While engagement with ICAO is not all that we do, the relocation certainly serves to focus our efforts and consolidate our resources.
I will wind down here because we are continuing the tradition of ending the afternoon with the Airport Management Professional Accreditation Programme (AMPAP) graduation ceremony.
Now entering its 5th year, AMPAP has attracted nearly 600 participants from over 80 nations. Some 150 professionals have completed the six-course curriculum and here in Marrakech we honour the largest ever graduating class.
Let me not close before thanking my colleagues, the Regional Directors, who have supported World and each other keeping the best interests of airport members and business partners uppermost in mind. We collaborate and cooperate to avoid both gaps and redundancies so that your dues dollar or euro goes as far as it can. I hope you have noticed the increased synergies with the committees, conferences and projects among us.
I especially want to thank Maggie Kwok who has recently retired just last week from ACI Asia Pacific and to thank her for her support to ACI World.

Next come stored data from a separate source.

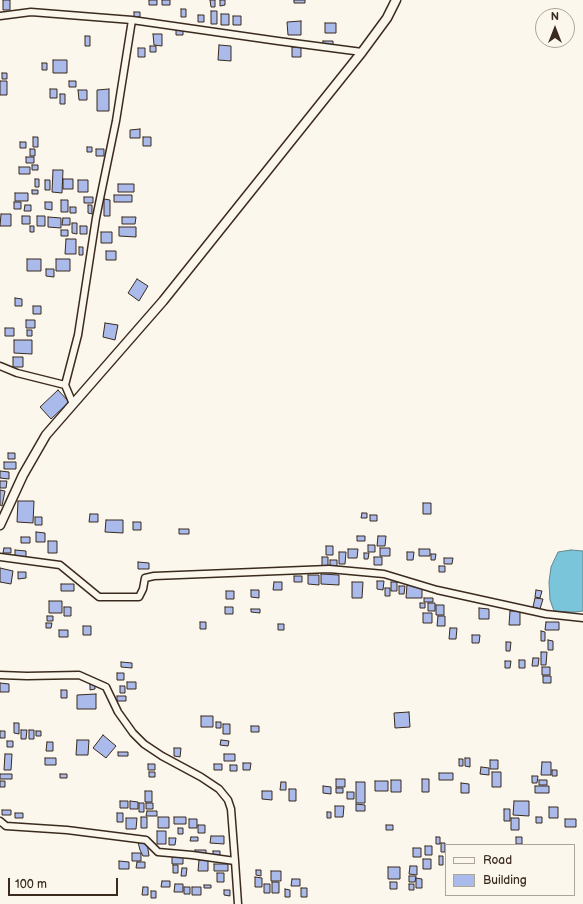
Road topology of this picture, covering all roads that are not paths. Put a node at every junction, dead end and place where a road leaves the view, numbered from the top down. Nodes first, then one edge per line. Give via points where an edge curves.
1 (396, 0) edge
2 (0, 16) edge
3 (132, 20) junction
4 (362, 52) junction
5 (0, 366) edge
6 (65, 385) junction
7 (73, 404) junction
8 (0, 525) edge
9 (0, 557) edge
10 (583, 618) edge
11 (0, 675) edge
12 (0, 821) edge
13 (235, 861) junction
14 (238, 904) edge

1 - 4 main road via 387,18
2 - 3 street via 31,12
3 - 4 street
3 - 6 street via 116,121 96,218 78,335
4 - 7 main road via 163,301
5 - 6 street
6 - 7 street
7 - 8 main road via 46,435 23,475
9 - 10 street via 60,565 99,597 139,597 145,578 154,576 329,569 384,574 437,590 546,614
11 - 13 street via 79,675 106,687 118,712 144,744 201,777 219,789 228,800
12 - 13 street via 6,826 67,830 146,840 158,852
13 - 14 street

And I particularly want to express my personal gratitude to the World Governing Board that stays engaged and provides wise stewardship. My Chair and Vice-Chair are never too busy to talk to me or respond to my emails asking for advice or a decision and the Executive Committee is most tolerant of teleconferences that cause them to stay up late at night or arise very early in the morning to cover the globe.
If you will indulge me, I would like to call Max Moore Wilton up to the podium now so that we can present him with a small token of our appreciation for his strong leadership these last two years. He saw this organization through probably our most momentous year since we were founded and with his usual Australian charm. Max: Maggie told me that I would enjoy working for you and she was right! Please accept our thanks and our respect.